Task requirements:
Copy every line of the entries that includes the word "dead".

Source records:
++++++++
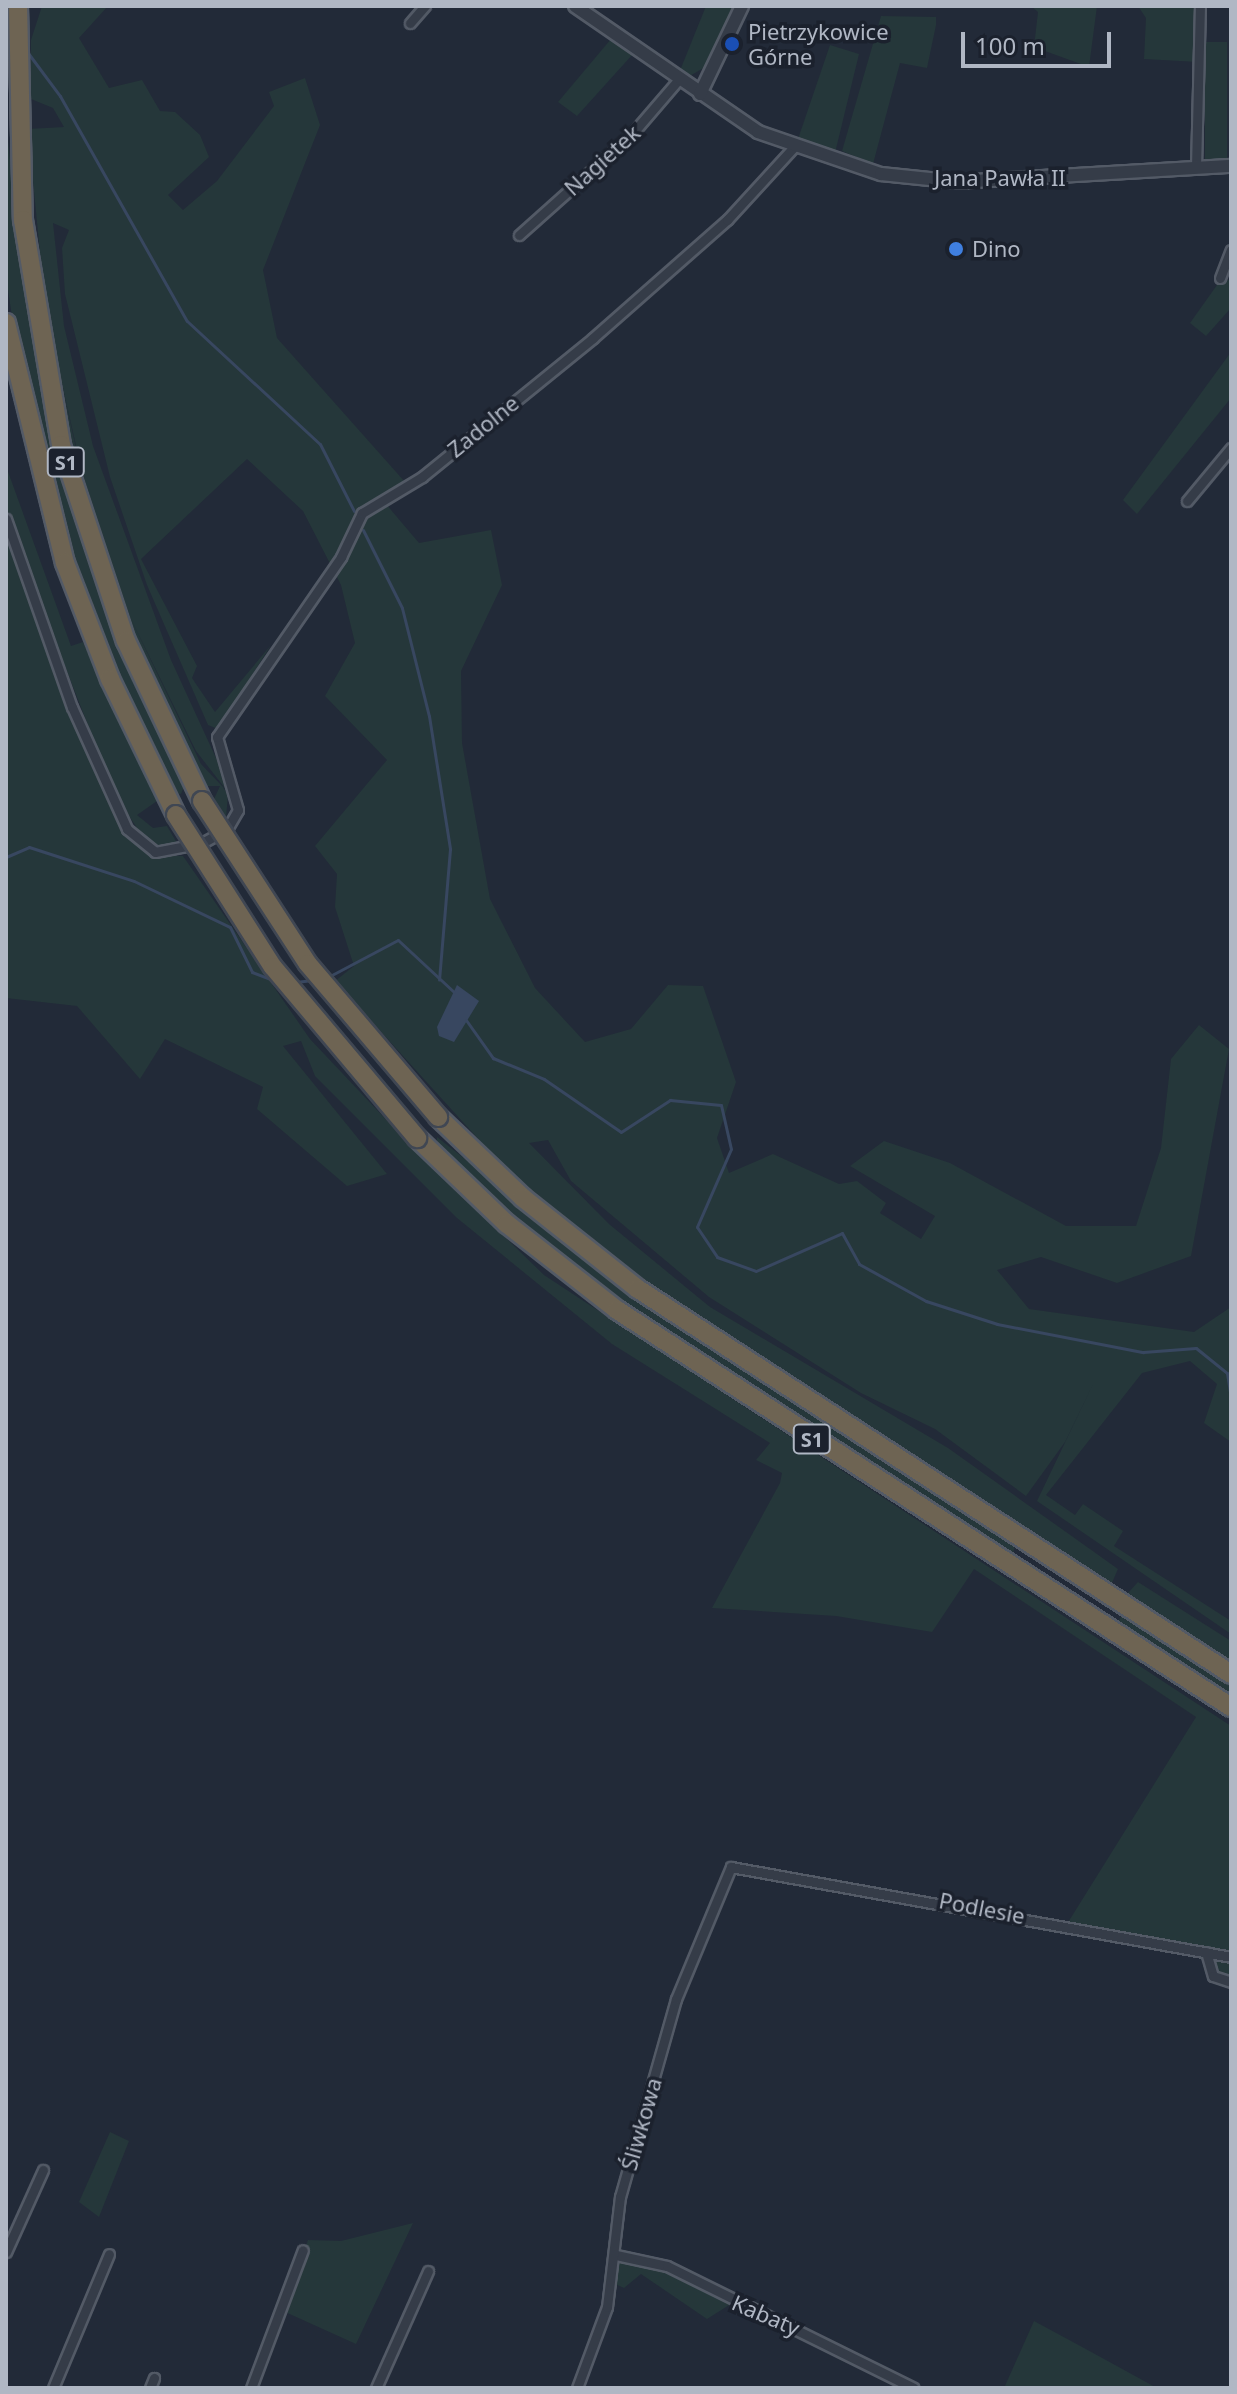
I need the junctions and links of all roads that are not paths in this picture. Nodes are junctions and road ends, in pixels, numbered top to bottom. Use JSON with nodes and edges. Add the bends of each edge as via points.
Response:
{"nodes":[{"id":1,"x":18,"y":6,"type":"edge"},
{"id":2,"x":425,"y":6,"type":"edge"},
{"id":3,"x":575,"y":6,"type":"edge"},
{"id":4,"x":742,"y":6,"type":"edge"},
{"id":5,"x":1200,"y":6,"type":"edge"},
{"id":6,"x":410,"y":23,"type":"dead end"},
{"id":7,"x":679,"y":79,"type":"junction"},
{"id":8,"x":700,"y":94,"type":"junction"},
{"id":9,"x":794,"y":147,"type":"junction"},
{"id":10,"x":1231,"y":166,"type":"edge"},
{"id":11,"x":1196,"y":168,"type":"junction"},
{"id":12,"x":519,"y":235,"type":"dead end"},
{"id":13,"x":1231,"y":250,"type":"edge"},
{"id":14,"x":1220,"y":278,"type":"dead end"},
{"id":15,"x":6,"y":323,"type":"edge"},
{"id":16,"x":1231,"y":448,"type":"edge"},
{"id":17,"x":1187,"y":501,"type":"dead end"},
{"id":18,"x":6,"y":519,"type":"edge"},
{"id":19,"x":1231,"y":1674,"type":"edge"},
{"id":20,"x":1231,"y":1707,"type":"edge"},
{"id":21,"x":731,"y":1867,"type":"joint"},
{"id":22,"x":1206,"y":1952,"type":"junction"},
{"id":23,"x":1231,"y":1957,"type":"edge"},
{"id":24,"x":1231,"y":1982,"type":"edge"},
{"id":25,"x":43,"y":2170,"type":"dead end"},
{"id":26,"x":303,"y":2250,"type":"dead end"},
{"id":27,"x":6,"y":2252,"type":"edge"},
{"id":28,"x":109,"y":2254,"type":"dead end"},
{"id":29,"x":616,"y":2255,"type":"junction"},
{"id":30,"x":428,"y":2271,"type":"dead end"},
{"id":31,"x":53,"y":2388,"type":"edge"},
{"id":32,"x":251,"y":2388,"type":"edge"},
{"id":33,"x":376,"y":2388,"type":"edge"},
{"id":34,"x":577,"y":2388,"type":"edge"},
{"id":35,"x":914,"y":2388,"type":"edge"}],
"edges":[{"from":1,"to":19,"type":"highway","number":"S1","bridge":true,"via":[[16,100],[36,326],[70,479],[137,670],[202,801],[308,964],[438,1117],[523,1198],[638,1289]]},
{"from":2,"to":6,"type":"street"},
{"from":3,"to":7,"type":"street","name":"Jana Pawła II"},
{"from":4,"to":8,"type":"street"},
{"from":5,"to":11,"type":"street"},
{"from":7,"to":8,"type":"street","name":"Jana Pawła II"},
{"from":7,"to":12,"type":"street","name":"Nagietek","via":[[631,135]]},
{"from":8,"to":9,"type":"street","name":"Jana Pawła II"},
{"from":9,"to":11,"type":"street","name":"Jana Pawła II","via":[[881,174],[957,182]]},
{"from":9,"to":18,"type":"street","name":"Zadolne","via":[[727,220],[593,338],[422,477],[362,513],[341,557],[217,737],[236,792],[236,817],[210,839],[163,853],[139,844],[127,829]]},
{"from":10,"to":11,"type":"street","name":"Jana Pawła II"},
{"from":13,"to":14,"type":"street"},
{"from":15,"to":20,"type":"highway","number":"S1","bridge":true,"via":[[65,563],[110,679],[176,815],[273,967],[417,1138],[534,1247],[617,1310]]},
{"from":16,"to":17,"type":"street"},
{"from":21,"to":22,"type":"street","name":"Podlesie"},
{"from":21,"to":29,"type":"street","name":"Śliwkowa","via":[[676,1999],[620,2197]]},
{"from":22,"to":23,"type":"street","name":"Podlesie"},
{"from":22,"to":24,"type":"street","via":[[1213,1976]]},
{"from":25,"to":27,"type":"street"},
{"from":26,"to":32,"type":"street"},
{"from":28,"to":31,"type":"street"},
{"from":29,"to":34,"type":"street","name":"Śliwkowa","via":[[607,2307]]},
{"from":29,"to":35,"type":"street","name":"Kabaty","via":[[667,2266]]},
{"from":30,"to":33,"type":"street"}]}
++++++++
Exercise answer:
{"id":6,"x":410,"y":23,"type":"dead end"},
{"id":12,"x":519,"y":235,"type":"dead end"},
{"id":14,"x":1220,"y":278,"type":"dead end"},
{"id":17,"x":1187,"y":501,"type":"dead end"},
{"id":25,"x":43,"y":2170,"type":"dead end"},
{"id":26,"x":303,"y":2250,"type":"dead end"},
{"id":28,"x":109,"y":2254,"type":"dead end"},
{"id":30,"x":428,"y":2271,"type":"dead end"},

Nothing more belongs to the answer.